EXCERPTED RECORDS:
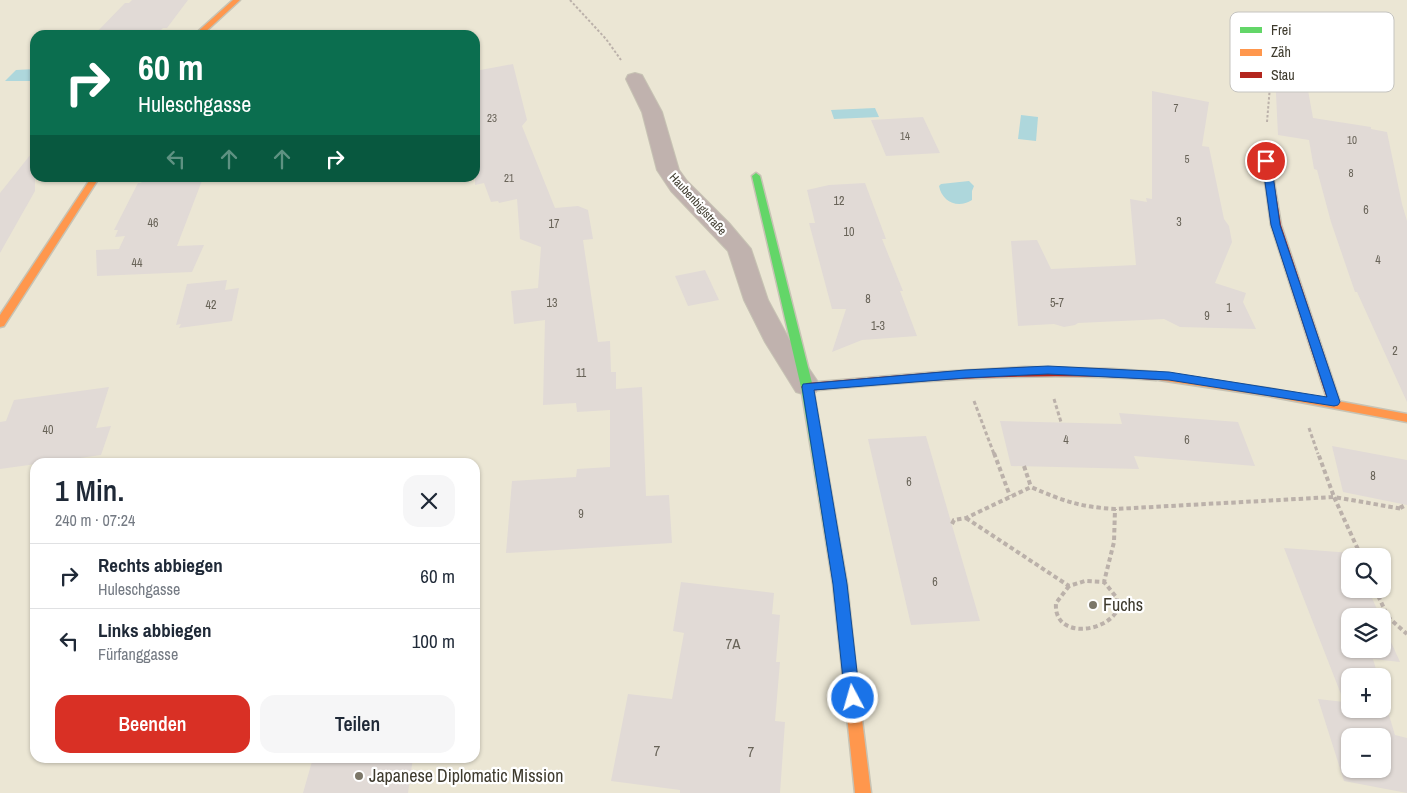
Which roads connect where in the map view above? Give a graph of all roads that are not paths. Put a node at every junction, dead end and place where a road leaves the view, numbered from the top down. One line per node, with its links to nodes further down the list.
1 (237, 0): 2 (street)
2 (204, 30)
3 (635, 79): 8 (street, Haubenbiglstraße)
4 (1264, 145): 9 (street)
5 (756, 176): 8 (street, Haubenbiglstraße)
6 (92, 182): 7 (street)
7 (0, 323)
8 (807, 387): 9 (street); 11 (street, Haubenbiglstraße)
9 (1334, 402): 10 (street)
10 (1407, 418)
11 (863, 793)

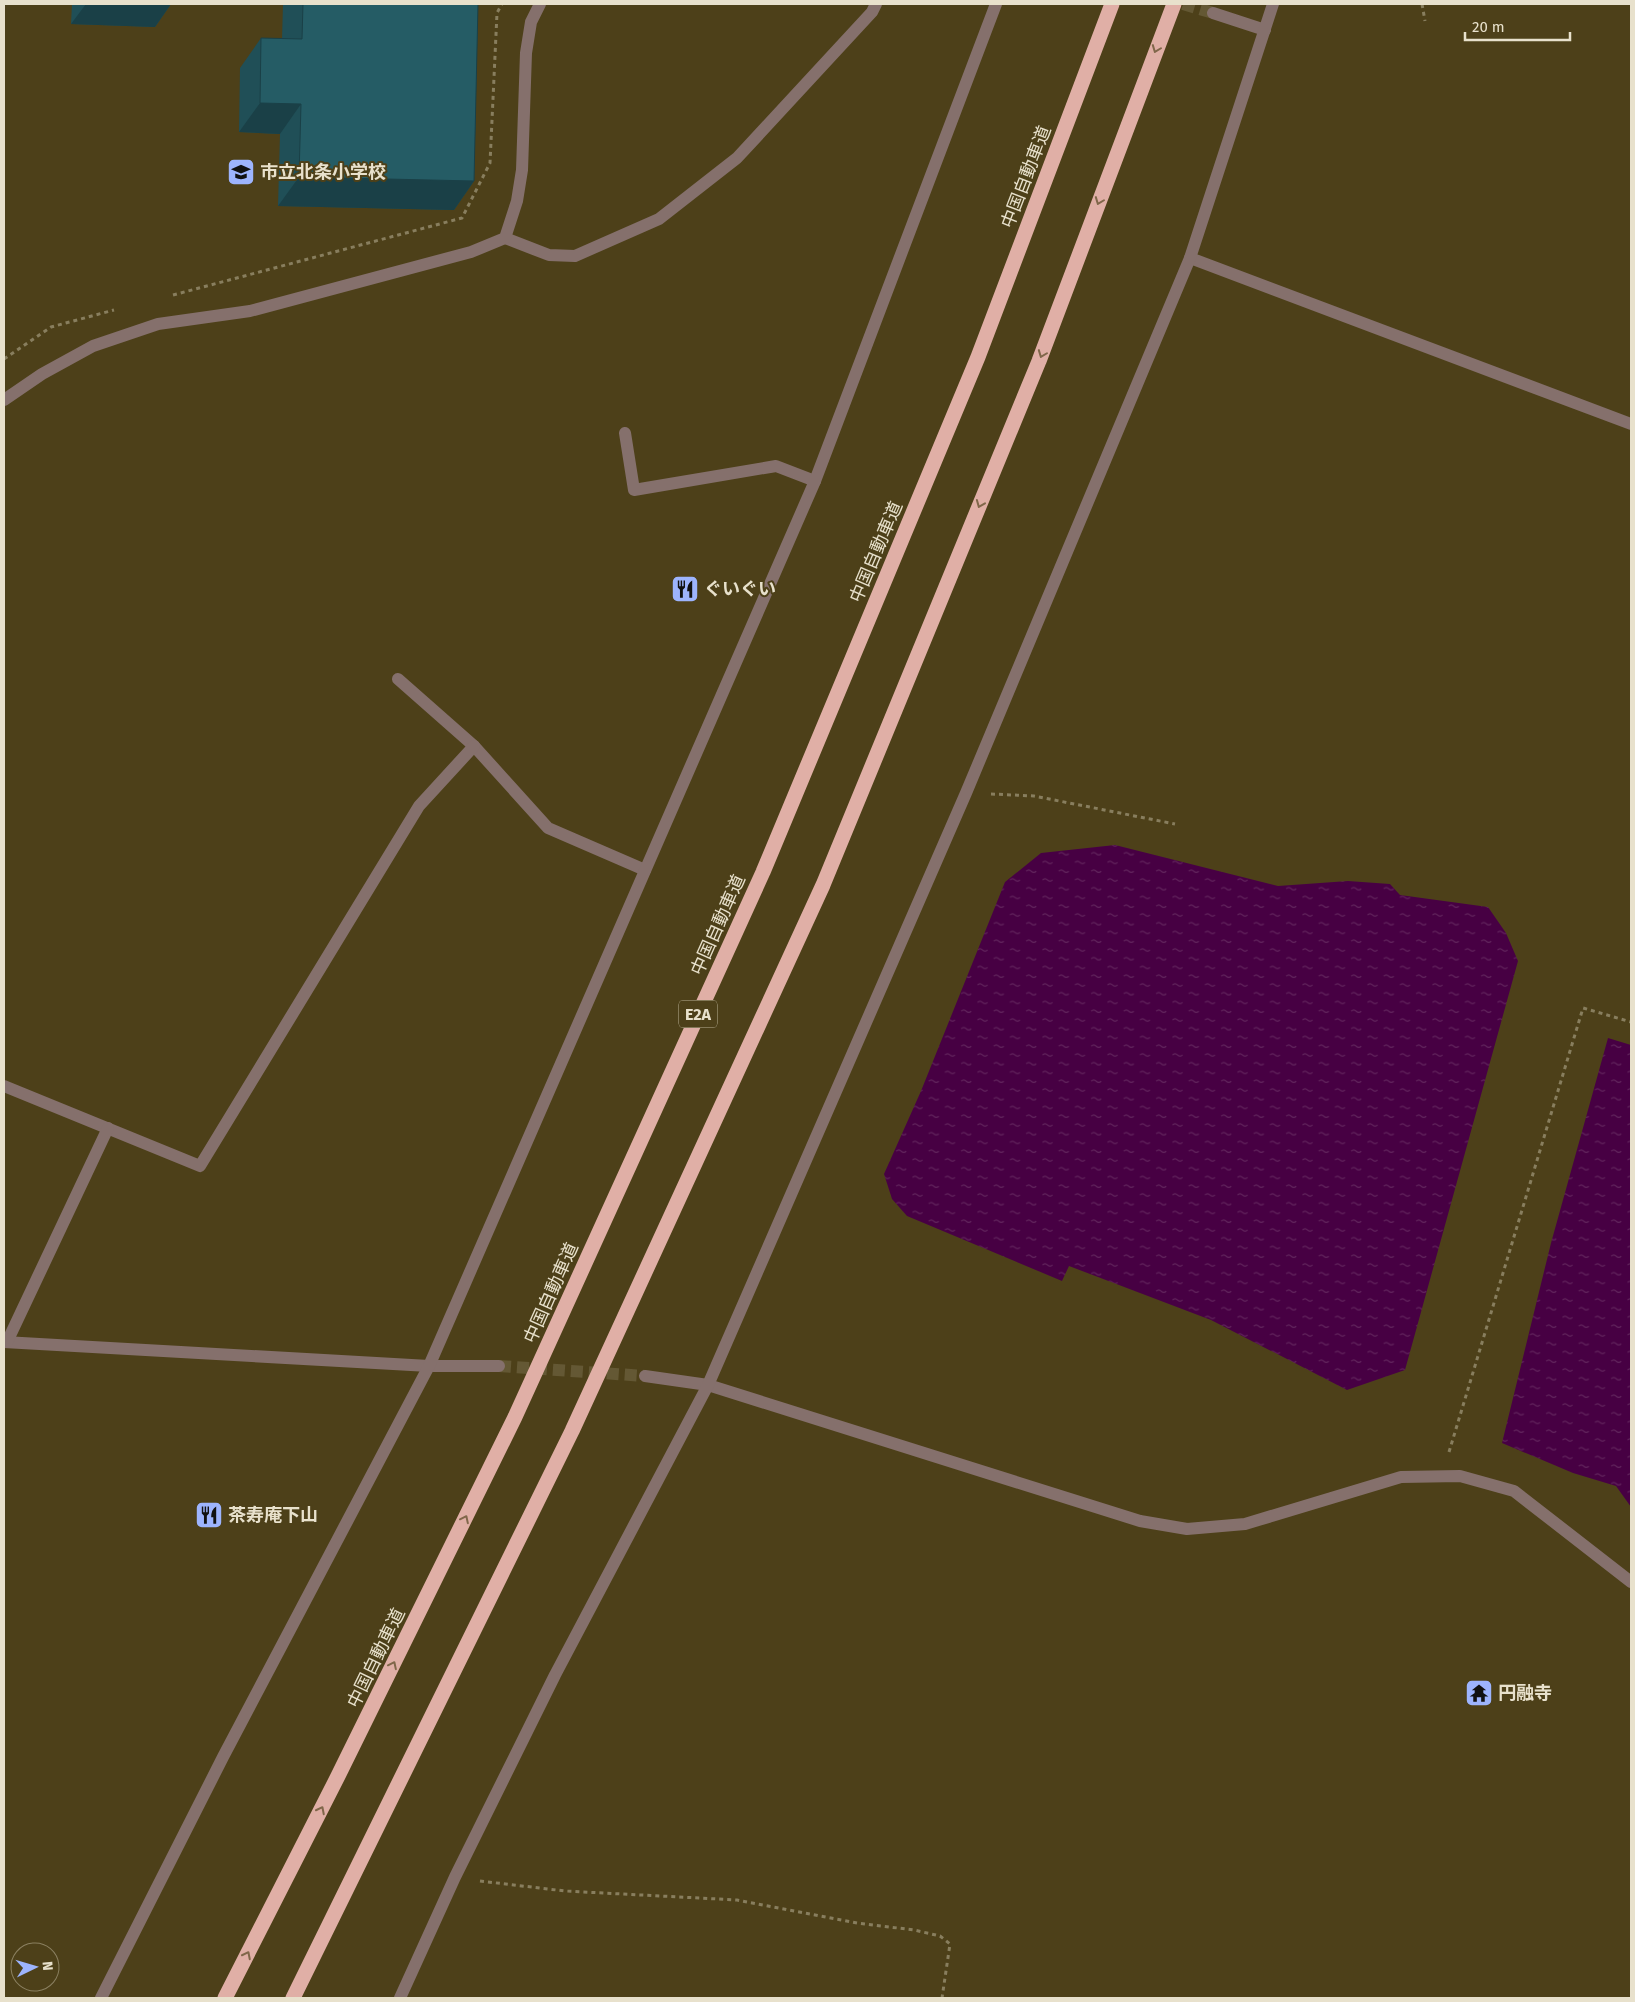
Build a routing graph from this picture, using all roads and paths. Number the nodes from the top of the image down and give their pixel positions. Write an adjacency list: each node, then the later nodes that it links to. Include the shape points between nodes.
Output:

YOUR TASK:
Take the listing and print it again exactly, but without any pictures.

YOUR SOLUTION:
Which roads connect where in the map view above? Give a graph of all roads that are not paths. Put a node at every junction, dead end and place where a road leaves the view, numbered from the top down. One line per node, with its links to nodes further down the list.
1 (237, 0): 2 (street)
2 (204, 30)
3 (635, 79): 8 (street, Haubenbiglstraße)
4 (1264, 145): 9 (street)
5 (756, 176): 8 (street, Haubenbiglstraße)
6 (92, 182): 7 (street)
7 (0, 323)
8 (807, 387): 9 (street); 11 (street, Haubenbiglstraße)
9 (1334, 402): 10 (street)
10 (1407, 418)
11 (863, 793)

Build a routing graph from this picture, using all roads and paths. Number the nodes from the top of the image down and give their pixel positions. Write an adjacency list: each node, then the later nodes that it links to. Include the shape points between nodes.
Output:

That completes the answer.